Journaling is simply the act of thinking about your life and writing it down. That’s it, nothing more is needed. Despite its simplicity, the daily journal has played a key role in the careers of many prolific people.
As you might expect, journaling is a favorite habit of many writers; from Mark Twain to Virginia Woolf. A journal was rarely far from any of these artists. Susan Sontag once claimed that her journal was where she “created herself.” Journaling has been utilized by scores of brilliant thinkers and inventors – Charles Darwin, Marie Curie, Leonardo da Vinci, Thomas Edison and Albert Einstein. Throughout history, leaders and politicians such as George Washington and Winston Churchill have kept journals in one form or another. In the sporting world, athletes like Katie Ledecky, winner of multiple gold medals, and Eliud Kipchoge, the world record holder in the marathon, rely on journals to reflect on their daily workouts and improve their training.
Here are some of the benefits among many:
Journaling sharpens your memory
Journaling can often provide the ‘who, what, when, and why’ that your memory can often blur in time. Just think how nice it would be to flip back and see those exact details written down for you. It can also offer you the frank and unvarnished portrait of yourself at that point in time. What were your thoughts at 26? 50? It has the capability to bring you right back.
Journaling can motivate you to make the most of each day
Knowing that a feeling or event is being recorded should encourage you to want to make each day something to write about before the sunrise or after the sun goes down…
Journaling provides proof of your progress
With writing thoughts down each day and recording the great things that happen in your life, you have something to reflect on when you are feeling down. When you are having a difficult day, it can be easy to forget how far you’ve come. A journal is a great way of getting perspective so you can then look back and reflect on all the growth you’ve done over the months and years.
There is no one right way to journal but one of the biggest challenges of journaling is doing it as a consecutive habit. Consider starting small, even if it is just writing one sentence each day. One word of gratitude that day, one word to express your feelings, something, anything!
Below are some journaling prompts to get you started today, so grab a pen and a piece of paper and try writing something down.
- What happened today?
- What am I grateful for today?
- What is my most important task today?
- How do I feel today?
Your journal can be for you and you alone and keeping this in mind can make you feel impossibly free to pour your authentic self onto the page. Give a try! All you have to lose is a few minutes of your time, and you already know all you could gain.

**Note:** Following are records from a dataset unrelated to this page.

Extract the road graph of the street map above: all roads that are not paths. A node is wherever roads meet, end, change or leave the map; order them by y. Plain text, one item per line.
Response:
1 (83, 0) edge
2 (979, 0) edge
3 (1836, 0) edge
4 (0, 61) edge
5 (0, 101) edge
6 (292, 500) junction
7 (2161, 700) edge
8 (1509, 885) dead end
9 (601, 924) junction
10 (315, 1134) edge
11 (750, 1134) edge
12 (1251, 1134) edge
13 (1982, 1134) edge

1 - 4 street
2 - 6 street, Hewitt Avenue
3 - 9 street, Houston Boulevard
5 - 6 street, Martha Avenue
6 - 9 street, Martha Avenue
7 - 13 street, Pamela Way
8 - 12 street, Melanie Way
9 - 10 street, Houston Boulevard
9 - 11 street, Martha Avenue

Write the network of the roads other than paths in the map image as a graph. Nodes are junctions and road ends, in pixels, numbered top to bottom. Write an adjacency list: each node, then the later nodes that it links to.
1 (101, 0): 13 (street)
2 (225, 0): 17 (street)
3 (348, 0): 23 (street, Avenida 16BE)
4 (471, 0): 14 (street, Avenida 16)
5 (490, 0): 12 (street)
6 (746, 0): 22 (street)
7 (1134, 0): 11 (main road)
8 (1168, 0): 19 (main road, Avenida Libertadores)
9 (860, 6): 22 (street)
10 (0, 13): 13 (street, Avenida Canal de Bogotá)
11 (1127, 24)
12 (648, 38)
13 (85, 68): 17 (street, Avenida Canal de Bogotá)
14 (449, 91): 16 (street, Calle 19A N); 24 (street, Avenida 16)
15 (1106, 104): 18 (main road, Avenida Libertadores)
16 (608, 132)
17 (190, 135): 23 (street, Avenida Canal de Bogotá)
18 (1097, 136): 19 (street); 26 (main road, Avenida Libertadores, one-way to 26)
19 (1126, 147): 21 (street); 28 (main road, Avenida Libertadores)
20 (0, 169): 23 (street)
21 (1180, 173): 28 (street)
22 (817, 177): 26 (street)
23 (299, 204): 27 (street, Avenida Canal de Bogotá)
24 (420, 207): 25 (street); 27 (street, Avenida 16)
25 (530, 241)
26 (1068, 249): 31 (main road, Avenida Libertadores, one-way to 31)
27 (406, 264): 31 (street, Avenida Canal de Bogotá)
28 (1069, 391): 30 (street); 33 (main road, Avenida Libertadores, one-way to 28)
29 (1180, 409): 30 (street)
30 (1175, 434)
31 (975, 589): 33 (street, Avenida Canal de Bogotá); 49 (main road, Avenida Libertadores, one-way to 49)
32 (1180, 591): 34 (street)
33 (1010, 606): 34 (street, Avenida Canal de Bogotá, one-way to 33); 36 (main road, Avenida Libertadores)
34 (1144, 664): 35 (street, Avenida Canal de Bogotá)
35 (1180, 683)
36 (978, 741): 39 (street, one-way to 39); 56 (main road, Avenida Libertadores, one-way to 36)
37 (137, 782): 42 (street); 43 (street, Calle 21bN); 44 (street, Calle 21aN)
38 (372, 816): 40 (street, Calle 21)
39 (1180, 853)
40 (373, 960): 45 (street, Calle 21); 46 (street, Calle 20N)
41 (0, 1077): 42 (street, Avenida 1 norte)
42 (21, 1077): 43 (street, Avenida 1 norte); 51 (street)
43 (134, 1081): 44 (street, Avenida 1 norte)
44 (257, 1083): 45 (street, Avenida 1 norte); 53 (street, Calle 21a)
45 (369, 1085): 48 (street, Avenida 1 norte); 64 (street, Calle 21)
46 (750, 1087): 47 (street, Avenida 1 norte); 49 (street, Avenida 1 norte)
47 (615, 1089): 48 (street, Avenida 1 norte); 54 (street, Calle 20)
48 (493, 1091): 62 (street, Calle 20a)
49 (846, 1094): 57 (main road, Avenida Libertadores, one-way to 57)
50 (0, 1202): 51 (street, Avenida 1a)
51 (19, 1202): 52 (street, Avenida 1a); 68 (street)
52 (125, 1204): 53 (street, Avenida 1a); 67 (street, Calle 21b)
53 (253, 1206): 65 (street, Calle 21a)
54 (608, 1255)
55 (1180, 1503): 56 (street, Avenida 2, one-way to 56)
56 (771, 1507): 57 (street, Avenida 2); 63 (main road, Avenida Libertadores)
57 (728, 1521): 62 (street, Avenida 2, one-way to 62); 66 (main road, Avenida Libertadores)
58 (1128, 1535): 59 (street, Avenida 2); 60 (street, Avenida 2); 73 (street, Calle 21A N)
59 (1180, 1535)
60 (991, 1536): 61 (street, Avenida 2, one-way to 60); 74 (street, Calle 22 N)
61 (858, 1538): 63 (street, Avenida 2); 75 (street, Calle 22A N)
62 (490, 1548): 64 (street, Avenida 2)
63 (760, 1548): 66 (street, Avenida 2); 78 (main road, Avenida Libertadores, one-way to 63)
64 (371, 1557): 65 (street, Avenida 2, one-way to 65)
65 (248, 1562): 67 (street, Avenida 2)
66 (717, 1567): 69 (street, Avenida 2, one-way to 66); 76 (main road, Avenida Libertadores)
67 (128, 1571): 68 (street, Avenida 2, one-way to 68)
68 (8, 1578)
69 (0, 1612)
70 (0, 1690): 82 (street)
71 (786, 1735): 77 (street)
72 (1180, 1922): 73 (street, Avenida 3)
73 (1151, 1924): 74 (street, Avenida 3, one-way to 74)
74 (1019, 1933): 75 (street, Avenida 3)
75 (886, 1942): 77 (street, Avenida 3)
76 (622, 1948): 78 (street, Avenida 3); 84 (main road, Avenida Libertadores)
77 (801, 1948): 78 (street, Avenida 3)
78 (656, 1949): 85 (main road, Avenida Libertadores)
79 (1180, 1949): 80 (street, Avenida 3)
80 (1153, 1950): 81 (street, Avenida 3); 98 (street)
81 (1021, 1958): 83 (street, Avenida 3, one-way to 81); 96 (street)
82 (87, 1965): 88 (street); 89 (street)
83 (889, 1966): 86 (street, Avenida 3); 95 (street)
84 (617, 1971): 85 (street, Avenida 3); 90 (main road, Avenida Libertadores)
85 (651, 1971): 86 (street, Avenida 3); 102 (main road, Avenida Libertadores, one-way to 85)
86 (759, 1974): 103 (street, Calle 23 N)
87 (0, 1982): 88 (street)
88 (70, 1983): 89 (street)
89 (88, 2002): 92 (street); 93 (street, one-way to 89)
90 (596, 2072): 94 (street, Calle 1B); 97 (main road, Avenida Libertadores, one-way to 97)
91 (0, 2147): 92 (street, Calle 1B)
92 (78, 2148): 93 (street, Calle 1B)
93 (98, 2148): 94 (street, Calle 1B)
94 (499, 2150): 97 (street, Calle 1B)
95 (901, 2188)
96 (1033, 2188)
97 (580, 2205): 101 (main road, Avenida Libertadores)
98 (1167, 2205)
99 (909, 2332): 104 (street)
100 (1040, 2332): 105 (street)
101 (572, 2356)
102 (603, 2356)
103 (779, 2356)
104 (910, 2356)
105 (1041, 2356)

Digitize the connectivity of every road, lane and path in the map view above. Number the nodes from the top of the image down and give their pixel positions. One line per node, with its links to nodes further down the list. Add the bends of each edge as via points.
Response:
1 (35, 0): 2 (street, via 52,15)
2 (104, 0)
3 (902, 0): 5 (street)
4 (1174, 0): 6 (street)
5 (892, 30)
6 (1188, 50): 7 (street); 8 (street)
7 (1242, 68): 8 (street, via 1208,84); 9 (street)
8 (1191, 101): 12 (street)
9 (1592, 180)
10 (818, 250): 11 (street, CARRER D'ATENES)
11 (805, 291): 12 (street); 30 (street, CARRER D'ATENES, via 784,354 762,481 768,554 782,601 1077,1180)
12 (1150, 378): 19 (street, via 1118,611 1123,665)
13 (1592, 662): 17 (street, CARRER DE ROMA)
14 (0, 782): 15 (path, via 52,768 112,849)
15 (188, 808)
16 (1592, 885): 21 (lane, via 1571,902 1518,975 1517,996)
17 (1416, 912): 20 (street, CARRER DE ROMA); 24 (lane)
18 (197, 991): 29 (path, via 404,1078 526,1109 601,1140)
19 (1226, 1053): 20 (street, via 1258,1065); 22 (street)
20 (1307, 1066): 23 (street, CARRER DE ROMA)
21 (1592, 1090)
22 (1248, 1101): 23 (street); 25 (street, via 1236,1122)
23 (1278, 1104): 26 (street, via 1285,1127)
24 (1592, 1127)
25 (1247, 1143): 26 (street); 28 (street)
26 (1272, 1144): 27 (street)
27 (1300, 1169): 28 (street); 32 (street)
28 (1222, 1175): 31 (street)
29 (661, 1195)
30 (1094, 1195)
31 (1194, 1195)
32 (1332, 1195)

A weekly feature for Lumby, Cherryville, and area seniors. For more information about any of the following please contact Colleen or Jenny at (250) 547-8866 Whitevalley Community Resource Centre Office (250) 547-8866, Saddle Mountain Drop In (778) 930-0509. Funding support provided by Interior Health, the Province of British Columbia (Community Gaming), United Way Southern Interior and United Way Lower Mainland.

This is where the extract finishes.